On Tuesday, Communist Party of India (Marxist) chief Sitaram Yechury alleged that portions of his speech, particularly those critical of the Narendra Modi government, have been edited out of ‘verbatim record’ of the speech posted on the Rajya Sabha website. Yechury was referring to the speech he made in the House on Monday during a discussion on the motion of thanks to the President’s address.
The words “expunged” from the transcript posted on the website were four – “deception”, “disruption”, “diversion” and “diabolic agenda”. In his speech, Yechury accused the Modi government of indulging in all of this. None from the government protested at the time of the delivery of the speech, neither did the chair object to any of the words or ordered these to be expunged for being unparliamentary.
Yechury raised the issue in the House on Tuesday. He later said it was one of his least interrupted speeches in Parliament and still some of the operative words of his speech had been expunged. Yechury lodged an official complaint. By evening, the words expunged earlier were restored, but raised deeper questions about the veracity of parliamentary records. “Why were only the words critical of the ruling party removed? Who ordered the removal when the chair hadn’t?” Yechury asked.

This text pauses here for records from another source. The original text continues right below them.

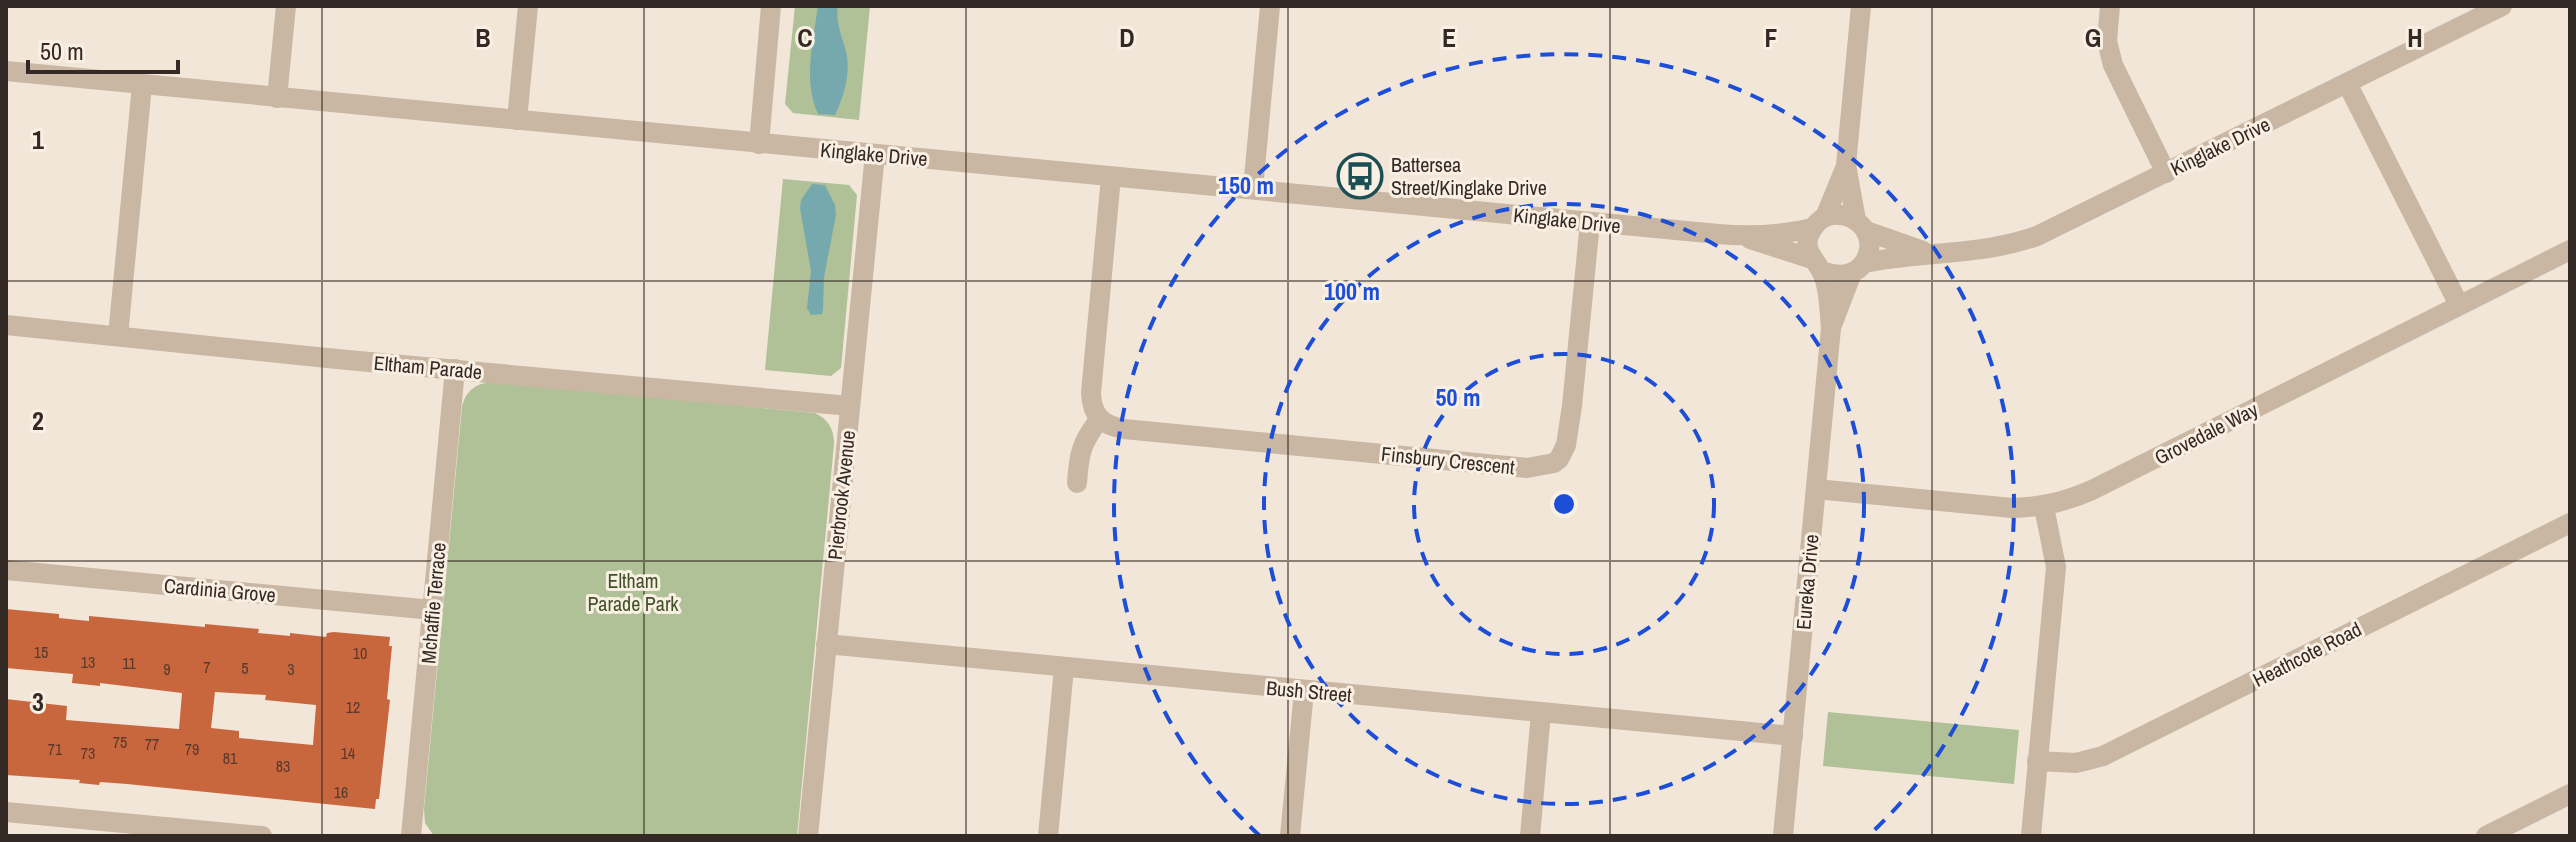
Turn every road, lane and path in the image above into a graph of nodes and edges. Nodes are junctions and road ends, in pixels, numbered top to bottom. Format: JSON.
{"nodes":[{"id":1,"x":286,"y":6,"type":"edge"},
{"id":2,"x":528,"y":6,"type":"edge"},
{"id":3,"x":771,"y":6,"type":"edge"},
{"id":4,"x":1270,"y":6,"type":"edge"},
{"id":5,"x":1861,"y":6,"type":"edge"},
{"id":6,"x":2110,"y":6,"type":"edge"},
{"id":7,"x":2502,"y":6,"type":"edge"},
{"id":8,"x":6,"y":71,"type":"edge"},
{"id":9,"x":2347,"y":83,"type":"junction"},
{"id":10,"x":142,"y":85,"type":"junction"},
{"id":11,"x":277,"y":98,"type":"junction"},
{"id":12,"x":517,"y":120,"type":"junction"},
{"id":13,"x":759,"y":144,"type":"junction"},
{"id":14,"x":875,"y":154,"type":"junction"},
{"id":15,"x":1846,"y":165,"type":"junction"},
{"id":16,"x":2166,"y":173,"type":"junction"},
{"id":17,"x":1111,"y":177,"type":"junction"},
{"id":18,"x":1253,"y":189,"type":"junction"},
{"id":19,"x":1590,"y":222,"type":"junction"},
{"id":20,"x":1819,"y":222,"type":"junction"},
{"id":21,"x":1861,"y":226,"type":"junction"},
{"id":22,"x":1742,"y":236,"type":"junction"},
{"id":23,"x":2570,"y":250,"type":"edge"},
{"id":24,"x":1927,"y":253,"type":"junction"},
{"id":25,"x":1817,"y":265,"type":"junction"},
{"id":26,"x":1858,"y":268,"type":"junction"},
{"id":27,"x":2459,"y":305,"type":"junction"},
{"id":28,"x":6,"y":325,"type":"edge"},
{"id":29,"x":1831,"y":328,"type":"junction"},
{"id":30,"x":118,"y":336,"type":"junction"},
{"id":31,"x":455,"y":369,"type":"junction"},
{"id":32,"x":850,"y":406,"type":"junction"},
{"id":33,"x":1099,"y":420,"type":"junction"},
{"id":34,"x":1077,"y":483,"type":"dead end"},
{"id":35,"x":1816,"y":489,"type":"junction"},
{"id":36,"x":2044,"y":507,"type":"junction"},
{"id":37,"x":2570,"y":523,"type":"edge"},
{"id":38,"x":6,"y":570,"type":"edge"},
{"id":39,"x":433,"y":610,"type":"junction"},
{"id":40,"x":826,"y":644,"type":"junction"},
{"id":41,"x":1064,"y":668,"type":"junction"},
{"id":42,"x":1304,"y":691,"type":"junction"},
{"id":43,"x":1541,"y":713,"type":"junction"},
{"id":44,"x":1793,"y":736,"type":"junction"},
{"id":45,"x":2037,"y":761,"type":"junction"},
{"id":46,"x":2570,"y":794,"type":"edge"},
{"id":47,"x":6,"y":812,"type":"edge"},
{"id":48,"x":2515,"y":829,"type":"edge"},
{"id":49,"x":262,"y":836,"type":"edge"},
{"id":50,"x":411,"y":836,"type":"edge"},
{"id":51,"x":808,"y":836,"type":"edge"},
{"id":52,"x":1048,"y":836,"type":"edge"},
{"id":53,"x":1290,"y":836,"type":"edge"},
{"id":54,"x":1530,"y":836,"type":"edge"},
{"id":55,"x":1783,"y":836,"type":"edge"},
{"id":56,"x":2031,"y":836,"type":"edge"},
{"id":57,"x":2486,"y":836,"type":"edge"}],
"edges":[{"from":1,"to":11,"type":"street"},
{"from":2,"to":12,"type":"street"},
{"from":3,"to":13,"type":"street"},
{"from":4,"to":18,"type":"street"},
{"from":5,"to":15,"type":"street"},
{"from":6,"to":16,"type":"street"},
{"from":7,"to":9,"type":"street","name":"Kinglake Drive"},
{"from":8,"to":10,"type":"street","name":"Kinglake Drive"},
{"from":9,"to":16,"type":"street","name":"Kinglake Drive"},
{"from":9,"to":27,"type":"street"},
{"from":10,"to":11,"type":"street","name":"Kinglake Drive"},
{"from":10,"to":30,"type":"street"},
{"from":11,"to":12,"type":"street","name":"Kinglake Drive"},
{"from":12,"to":13,"type":"street","name":"Kinglake Drive"},
{"from":13,"to":14,"type":"street","name":"Kinglake Drive"},
{"from":14,"to":17,"type":"street","name":"Kinglake Drive"},
{"from":14,"to":32,"type":"street","name":"Pierbrook Avenue"},
{"from":15,"to":20,"type":"street"},
{"from":15,"to":21,"type":"street"},
{"from":16,"to":24,"type":"street","name":"Kinglake Drive"},
{"from":17,"to":18,"type":"street","name":"Kinglake Drive"},
{"from":17,"to":33,"type":"street"},
{"from":18,"to":19,"type":"street","name":"Kinglake Drive"},
{"from":19,"to":22,"type":"street","name":"Kinglake Drive"},
{"from":19,"to":33,"type":"street","name":"Finsbury Crescent"},
{"from":20,"to":21,"type":"street"},
{"from":20,"to":22,"type":"street","name":"Kinglake Drive"},
{"from":20,"to":25,"type":"street"},
{"from":21,"to":24,"type":"street","name":"Kinglake Drive"},
{"from":21,"to":26,"type":"street"},
{"from":22,"to":25,"type":"street","name":"Kinglake Drive"},
{"from":23,"to":27,"type":"street","name":"Grovedale Way"},
{"from":24,"to":26,"type":"street","name":"Kinglake Drive"},
{"from":25,"to":26,"type":"street"},
{"from":25,"to":29,"type":"street","name":"Eureka Drive"},
{"from":26,"to":29,"type":"street","name":"Eureka Drive"},
{"from":27,"to":36,"type":"street","name":"Grovedale Way"},
{"from":28,"to":30,"type":"street","name":"Eltham Parade"},
{"from":29,"to":35,"type":"street","name":"Eureka Drive"},
{"from":30,"to":31,"type":"street","name":"Eltham Parade"},
{"from":31,"to":32,"type":"street","name":"Eltham Parade"},
{"from":31,"to":39,"type":"street","name":"Mchaffie Terrace"},
{"from":32,"to":40,"type":"street","name":"Pierbrook Avenue"},
{"from":33,"to":34,"type":"street"},
{"from":35,"to":36,"type":"street","name":"Grovedale Way"},
{"from":35,"to":44,"type":"street","name":"Eureka Drive"},
{"from":36,"to":45,"type":"street"},
{"from":37,"to":45,"type":"street","name":"Heathcote Road"},
{"from":38,"to":39,"type":"street","name":"Cardinia Grove"},
{"from":39,"to":50,"type":"street","name":"Mchaffie Terrace"},
{"from":40,"to":41,"type":"street","name":"Bush Street"},
{"from":40,"to":51,"type":"street","name":"Pierbrook Avenue"},
{"from":41,"to":42,"type":"street","name":"Bush Street"},
{"from":41,"to":52,"type":"street"},
{"from":42,"to":43,"type":"street","name":"Bush Street"},
{"from":42,"to":53,"type":"street"},
{"from":43,"to":44,"type":"street","name":"Bush Street"},
{"from":43,"to":54,"type":"street"},
{"from":44,"to":55,"type":"street","name":"Eureka Drive"},
{"from":45,"to":56,"type":"street"},
{"from":46,"to":48,"type":"street"},
{"from":47,"to":49,"type":"street"},
{"from":48,"to":57,"type":"street"}]}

This isn’t the first such complaint. Last year, MB Rajesh, also a CPI (M) member, complained of portions of his speech that criticized the Rashtriya Swayamsevak Sangh having gone missing from the transcript posted on the website. In Rajesh’s case, he was informed that the words were not audible but the MP from Kerala provided the secretariat with a live recording of his speech where the words he had spoken could be heard clearly.
In March 2016, during a discussion on the Aadhaar Bill in the Rajya Sabha, Congress member Jairam Ramesh disputed Finance Minister Arun Jaitley’s claim that two Bills in the 1980s were categorized by the then Congress governments as ‘money Bills’. The Opposition had contested the government's claim that Aadhar Bill was a ‘money Bill’ and can, therefore, only be passed by the Lok Sabha.
Ramesh told the House that he thought it cannot be true that the Juvenile Justice Bill of 1986 and African Development Bank Bill of 1983 were labelled as money Bills. “When I heard the Finance Minister make that claim, I thought that cannot be true. But Mr. Jaitley is never wrong on facts, and I respect him for that, so I decided to check. I spent a few days in the Parliament library going through the records. And then I went to the Rajya Sabha secretariat to establish the truth. And now I can conclusively say that those two Bills, which the FM claimed had been passed as money Bills, were not money Bills. I have the confirmation of the Rajya Sabha secretariat,” Ramesh said.
Jaitley argued that the information was available on the Lok Sabha website. Eventually, Ramesh agreed that the information was indeed available on the Lok Sabha website and the FM hadn't intentionally misled the House, but the episode raised questions on the veracity of information available on the parliamentary websites.